Check every line of the data below for the word "highway". Copy the ones that have it.

**DATASET:**
****************************************
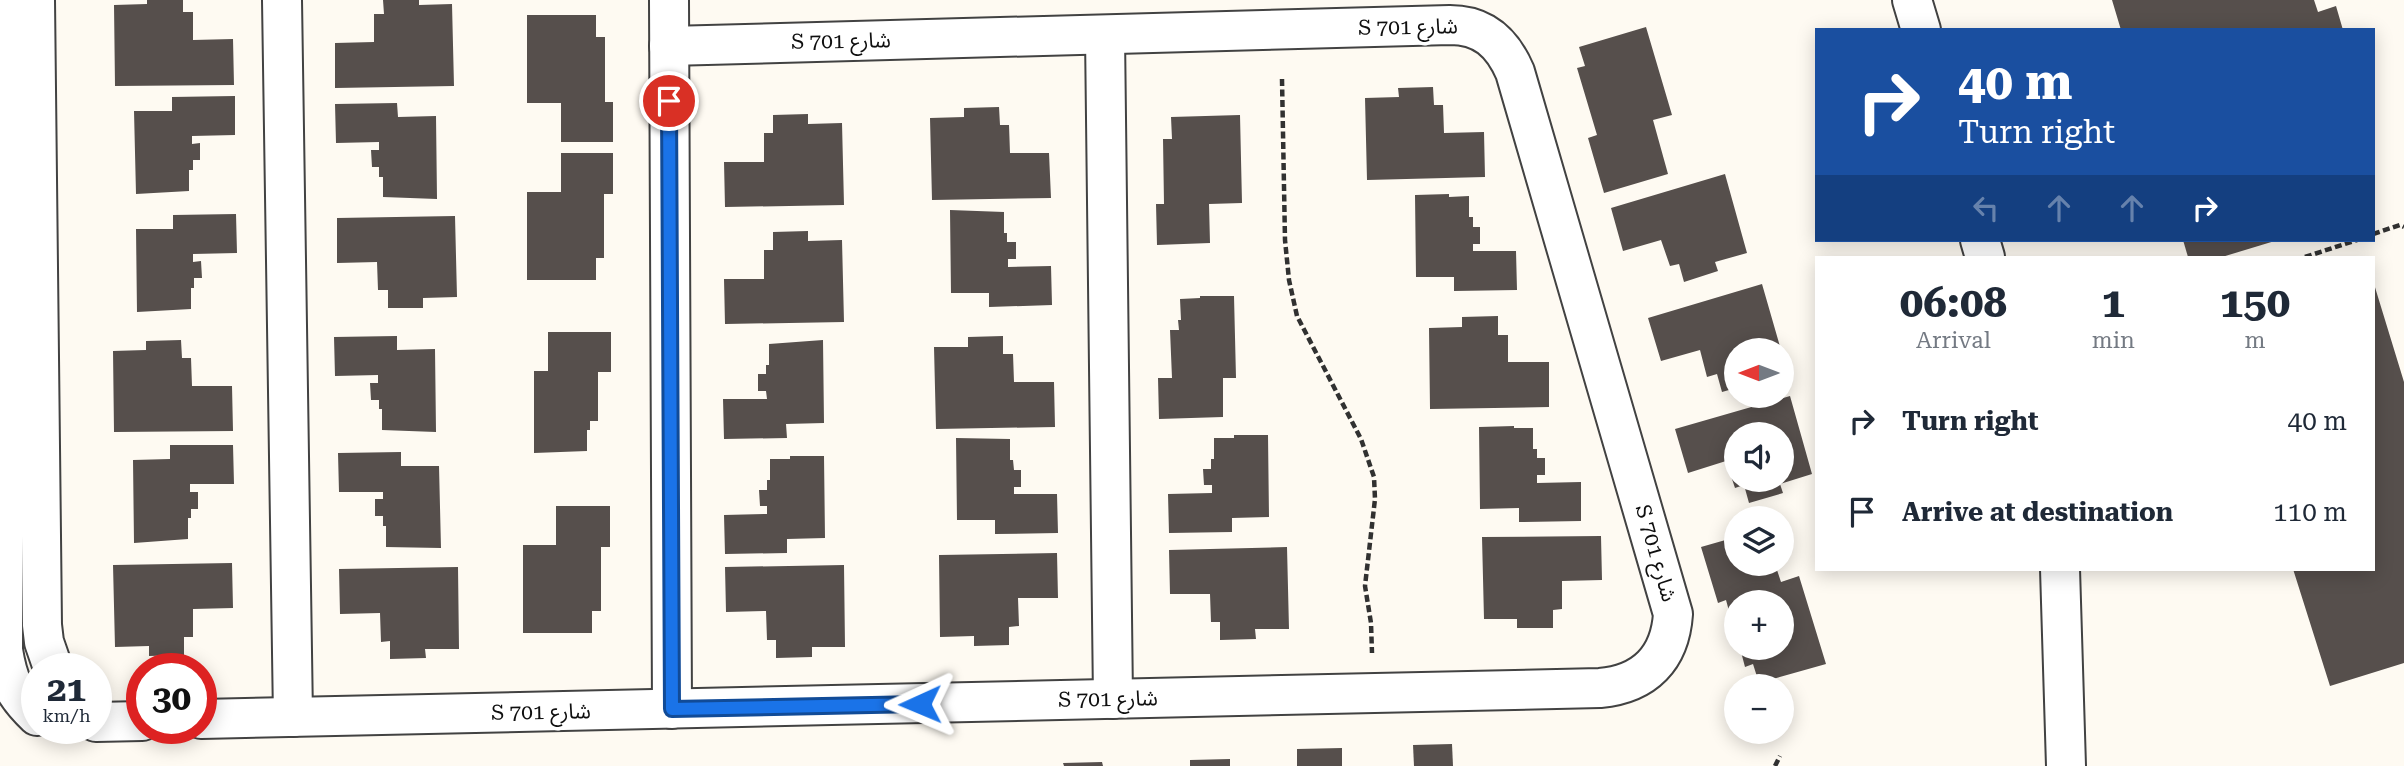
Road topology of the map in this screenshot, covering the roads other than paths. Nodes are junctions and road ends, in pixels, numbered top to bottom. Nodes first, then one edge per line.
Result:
1 (5, 0) edge
2 (35, 0) edge
3 (282, 0) edge
4 (669, 0) edge
5 (1912, 0) edge
6 (1920, 28) edge
7 (1105, 34) junction
8 (669, 46) junction
9 (14, 329) edge
10 (2060, 571) edge
11 (47, 653) edge
12 (1113, 699) junction
13 (21, 700) edge
14 (672, 709) junction
15 (293, 717) junction
16 (217, 719) edge
17 (2070, 763) edge

1 - 9 street
2 - 9 street
3 - 15 street
4 - 8 street
5 - 6 street
7 - 8 street, S 701 شارع
7 - 12 street
7 - 12 street, S 701 شارع
8 - 14 street
9 - 11 street
9 - 13 street
10 - 17 street
12 - 14 street, S 701 شارع
14 - 15 street, S 701 شارع
15 - 16 street, S 701 شارع

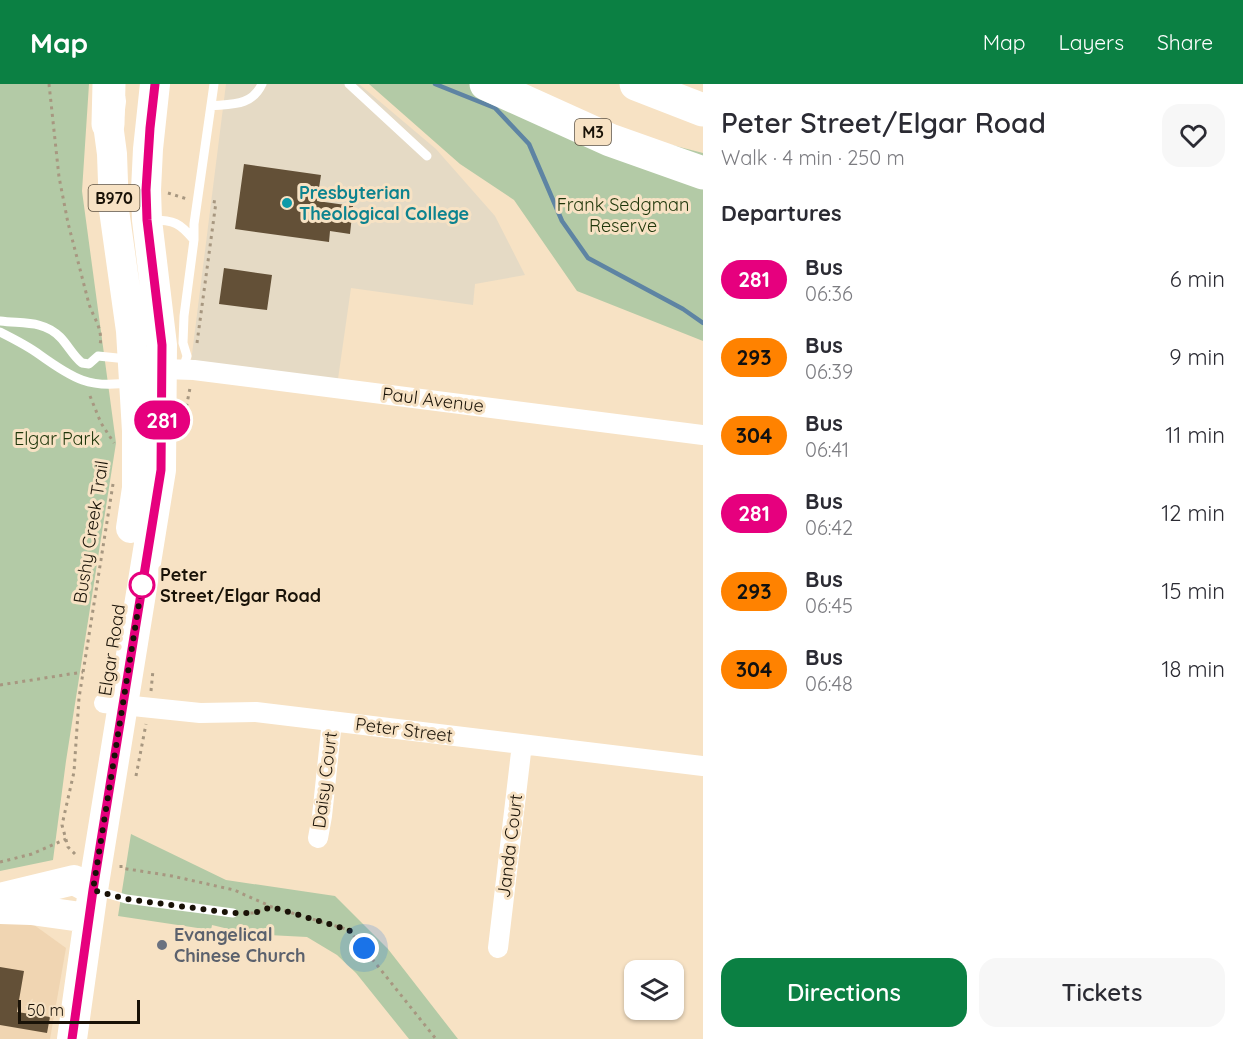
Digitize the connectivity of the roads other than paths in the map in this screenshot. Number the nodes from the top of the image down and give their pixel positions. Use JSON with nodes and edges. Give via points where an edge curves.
{"nodes":[{"id":1,"x":112,"y":84,"type":"edge"},
{"id":2,"x":155,"y":84,"type":"edge"},
{"id":3,"x":214,"y":84,"type":"edge"},
{"id":4,"x":262,"y":84,"type":"edge"},
{"id":5,"x":349,"y":84,"type":"edge"},
{"id":6,"x":486,"y":84,"type":"edge"},
{"id":7,"x":636,"y":84,"type":"edge"},
{"id":8,"x":211,"y":106,"type":"junction"},
{"id":9,"x":703,"y":110,"type":"edge"},
{"id":10,"x":108,"y":124,"type":"joint"},
{"id":11,"x":427,"y":156,"type":"dead end"},
{"id":12,"x":703,"y":173,"type":"edge"},
{"id":13,"x":147,"y":220,"type":"junction"},
{"id":14,"x":194,"y":240,"type":"junction"},
{"id":15,"x":129,"y":311,"type":"junction"},
{"id":16,"x":0,"y":321,"type":"edge"},
{"id":17,"x":0,"y":332,"type":"edge"},
{"id":18,"x":181,"y":366,"type":"junction"},
{"id":19,"x":133,"y":370,"type":"junction"},
{"id":20,"x":703,"y":435,"type":"edge"},
{"id":21,"x":113,"y":705,"type":"junction"},
{"id":22,"x":332,"y":721,"type":"junction"},
{"id":23,"x":522,"y":744,"type":"junction"},
{"id":24,"x":703,"y":766,"type":"edge"},
{"id":25,"x":318,"y":838,"type":"dead end"},
{"id":26,"x":79,"y":874,"type":"junction"},
{"id":27,"x":0,"y":898,"type":"edge"},
{"id":28,"x":0,"y":909,"type":"edge"},
{"id":29,"x":232,"y":913,"type":"road end"},
{"id":30,"x":74,"y":916,"type":"junction"},
{"id":31,"x":498,"y":948,"type":"dead end"},
{"id":32,"x":72,"y":1039,"type":"edge"}],
"edges":[{"from":1,"to":10,"type":"highway"},
{"from":2,"to":13,"type":"main road","name":"Elgar Road","number":"B970","via":[[148,149]]},
{"from":3,"to":8,"type":"lane"},
{"from":4,"to":8,"type":"lane","via":[[250,100]]},
{"from":5,"to":11,"type":"lane"},
{"from":6,"to":12,"type":"highway","number":"M3","via":[[610,140]]},
{"from":7,"to":9,"type":"highway"},
{"from":8,"to":14,"type":"lane"},
{"from":10,"to":15,"type":"main road","name":"Elgar Road","number":"B970","via":[[114,210]]},
{"from":13,"to":14,"type":"lane","via":[[171,220]]},
{"from":13,"to":15,"type":"main road","name":"Elgar Road","via":[[134,233],[135,280]]},
{"from":13,"to":18,"type":"main road","name":"Elgar Road","number":"B970","via":[[162,345]]},
{"from":14,"to":18,"type":"lane"},
{"from":15,"to":19,"type":"main road","name":"Elgar Road","number":"B970"},
{"from":16,"to":19,"type":"lane","via":[[46,327],[82,363],[89,364],[98,356]]},
{"from":17,"to":19,"type":"lane","via":[[79,380],[112,384]]},
{"from":18,"to":19,"type":"main road"},
{"from":18,"to":20,"type":"street","name":"Paul Avenue"},
{"from":18,"to":21,"type":"main road","name":"Elgar Road","number":"B970"},
{"from":19,"to":21,"type":"main road","name":"Elgar Road","number":"B970","via":[[137,488]]},
{"from":21,"to":22,"type":"street","name":"Peter Street","via":[[200,713],[256,712]]},
{"from":21,"to":26,"type":"main road","name":"Elgar Road","number":"B970"},
{"from":22,"to":23,"type":"street","name":"Peter Street"},
{"from":22,"to":25,"type":"street","name":"Daisy Court"},
{"from":23,"to":24,"type":"street","name":"Peter Street"},
{"from":23,"to":31,"type":"street","name":"Janda Court"},
{"from":26,"to":27,"type":"main road"},
{"from":26,"to":29,"type":"lane","via":[[126,899]]},
{"from":26,"to":30,"type":"main road","name":"Elgar Road"},
{"from":26,"to":32,"type":"main road","name":"Elgar Road","number":"B970"},
{"from":28,"to":30,"type":"main road"},
{"from":30,"to":32,"type":"main road","name":"Elgar Road","number":"B970"}]}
****************************************
**ANSWER BELOW:**
"edges":[{"from":1,"to":10,"type":"highway"},
{"from":6,"to":12,"type":"highway","number":"M3","via":[[610,140]]},
{"from":7,"to":9,"type":"highway"},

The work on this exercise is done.